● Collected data
________
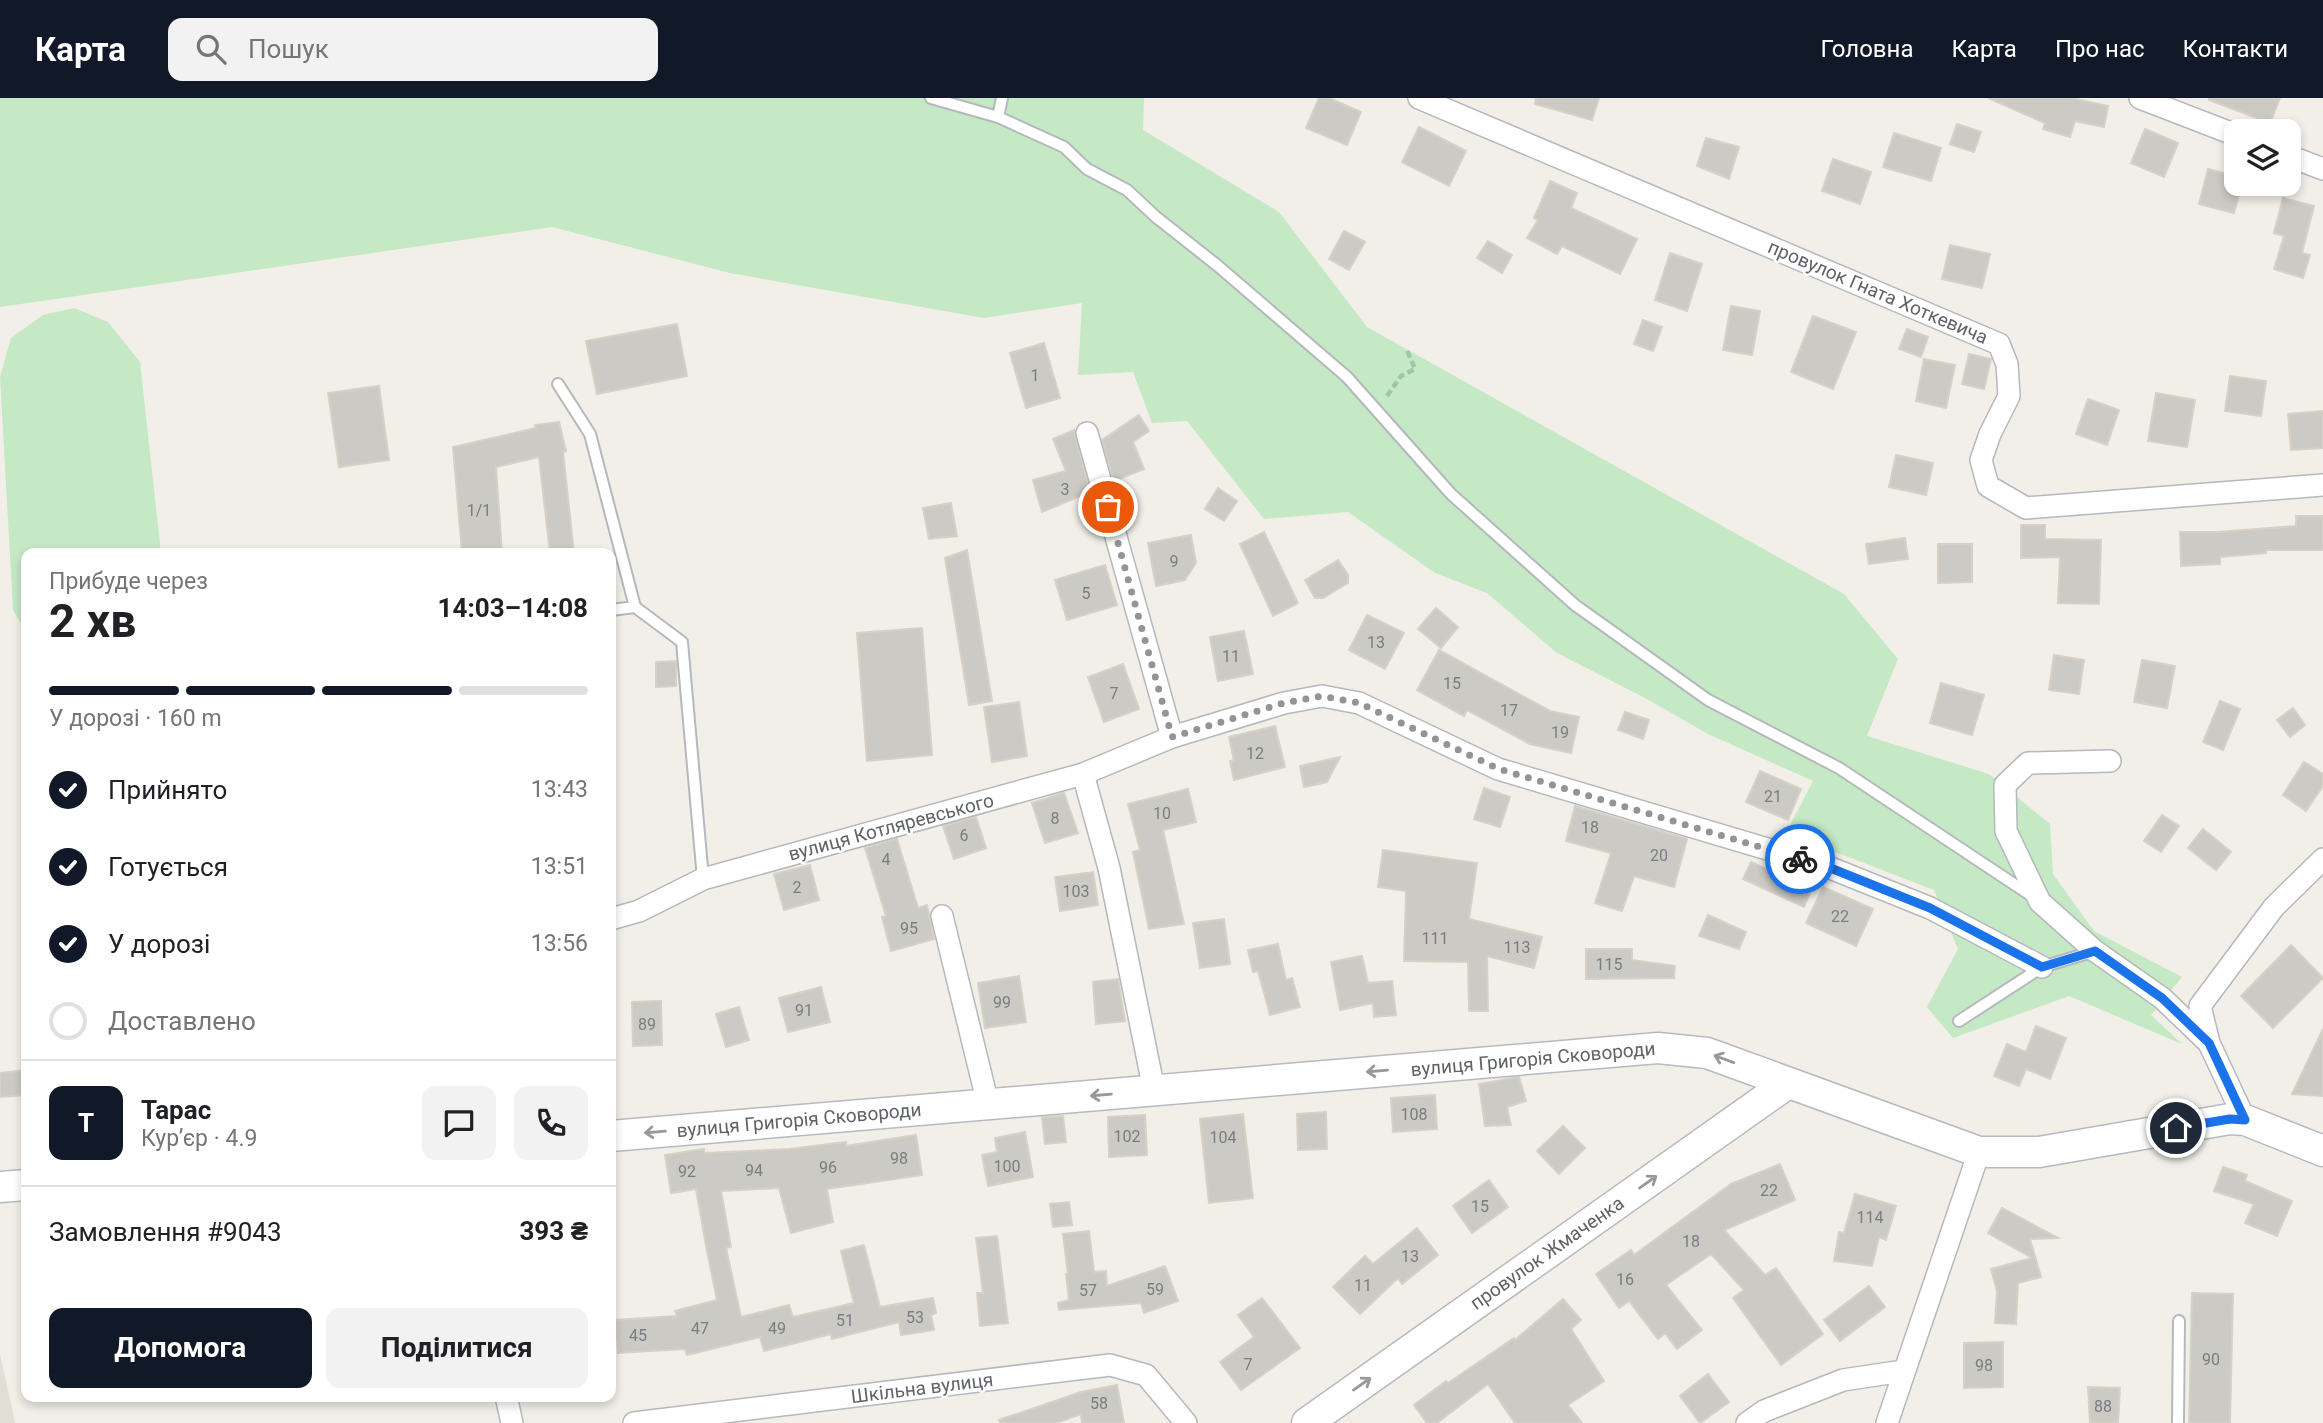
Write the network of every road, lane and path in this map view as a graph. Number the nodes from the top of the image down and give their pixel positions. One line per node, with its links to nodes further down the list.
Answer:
1 (931, 98): 5 (lane)
2 (1002, 98): 5 (lane)
3 (1419, 98): 13 (street, провулок Гната Хоткевича)
4 (2140, 98): 6 (street)
5 (998, 117): 11 (lane)
6 (2224, 130)
7 (2301, 161): 8 (street)
8 (2323, 169)
9 (1406, 348): 11 (path)
10 (558, 384): 14 (lane)
11 (1377, 411): 21 (lane)
12 (1087, 433): 16 (street)
13 (2323, 485)
14 (635, 607): 15 (lane); 20 (lane)
15 (616, 609)
16 (1172, 737): 18 (street, вулиця Котляревського); 25 (street, вулиця Котляревського)
17 (2110, 761): 21 (street)
18 (1083, 774): 20 (street, вулиця Котляревського); 29 (street)
19 (2323, 859): 27 (street)
20 (703, 878): 23 (street, вулиця Котляревського)
21 (2040, 902): 24 (street)
22 (942, 916): 30 (street)
23 (616, 918)
24 (2095, 951): 25 (lane); 27 (street)
25 (2042, 967): 26 (lane)
26 (1958, 1021)
27 (2209, 1043): 31 (street)
28 (1788, 1083): 29 (street, вулиця Григорія Сковороди, one-way to 29); 34 (street, вулиця Григорія Сковороди); 43 (street, провулок Жмаченка, one-way to 28)
29 (1154, 1090): 30 (street, вулиця Григорія Сковороди, one-way to 30)
30 (988, 1104): 32 (street, вулиця Григорія Сковороди, one-way to 32)
31 (2245, 1120): 33 (street); 34 (street, вулиця Григорія Сковороди)
32 (616, 1136)
33 (2323, 1151)
34 (1979, 1152): 38 (street)
35 (21, 1185): 36 (street)
36 (0, 1187)
37 (2179, 1321): 46 (lane)
38 (1903, 1371): 44 (street); 45 (street)
39 (507, 1402): 40 (street)
40 (512, 1423)
41 (634, 1423): 42 (street, Шкільна вулиця)
42 (1186, 1423)
43 (1307, 1423)
44 (1747, 1423)
45 (1887, 1423)
46 (2178, 1423)

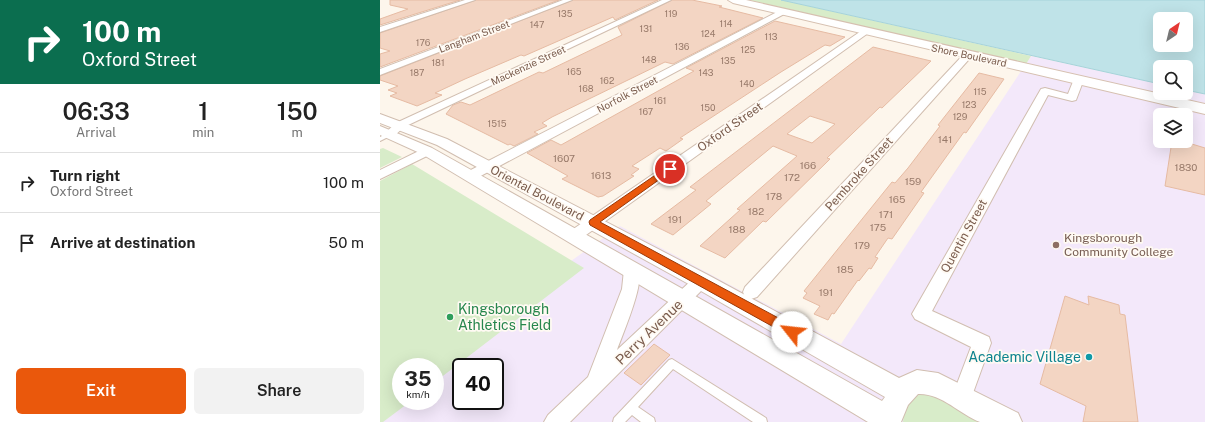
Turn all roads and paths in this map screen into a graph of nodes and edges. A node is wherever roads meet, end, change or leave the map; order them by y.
1 (472, 0) edge
2 (568, 0) edge
3 (668, 0) edge
4 (733, 0) edge
5 (784, 12) junction
6 (380, 30) edge
7 (867, 31) junction
8 (968, 55) junction
9 (380, 72) edge
10 (1079, 79) junction
11 (1205, 108) edge
12 (380, 118) edge
13 (387, 132) edge
14 (426, 151) junction
15 (487, 167) junction
16 (380, 175) edge
17 (470, 176) junction
18 (594, 222) junction
19 (574, 236) junction
20 (632, 270) junction
21 (702, 280) junction
22 (750, 292) dead end
23 (682, 299) junction
24 (596, 383) junction
25 (901, 392) junction
26 (962, 397) junction
27 (631, 408) junction
28 (887, 421) edge
29 (555, 422) edge
30 (618, 422) edge
31 (650, 422) edge
32 (762, 422) edge
33 (1008, 422) edge

1 - 6 street
2 - 9 street, Langham Street
3 - 13 street, Mackenzie Street
4 - 5 main road, Shore Boulevard
5 - 7 main road, Shore Boulevard
5 - 15 street, Norfolk Street
7 - 8 main road, Shore Boulevard
7 - 18 street, Oxford Street
8 - 10 main road, Shore Boulevard
8 - 22 street, Pembroke Street
10 - 11 main road, Shore Boulevard
10 - 26 street, Quentin Street
12 - 13 street, Oriental Boulevard
13 - 14 street, Oriental Boulevard
13 - 15 street, Oriental Boulevard
14 - 16 street
14 - 17 street, Oriental Boulevard
15 - 17 street, Norfolk Street
15 - 18 street, Oriental Boulevard
17 - 19 street, Oriental Boulevard
18 - 19 street, Oxford Street
18 - 21 street, Oriental Boulevard
19 - 20 street, Oriental Boulevard
20 - 23 street, Oriental Boulevard
20 - 24 street, Perry Avenue
21 - 23 street, Perry Avenue
21 - 25 street, Oriental Boulevard
23 - 24 street, Perry Avenue
23 - 28 street, Oriental Boulevard
24 - 29 street, Perry Avenue
25 - 26 street
25 - 28 street, Oriental Boulevard
26 - 33 street
27 - 30 lane
27 - 31 lane
27 - 32 lane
________
● What you should do
Number of lines containing "this" in the data: state it and nothing more.

● Answer space
2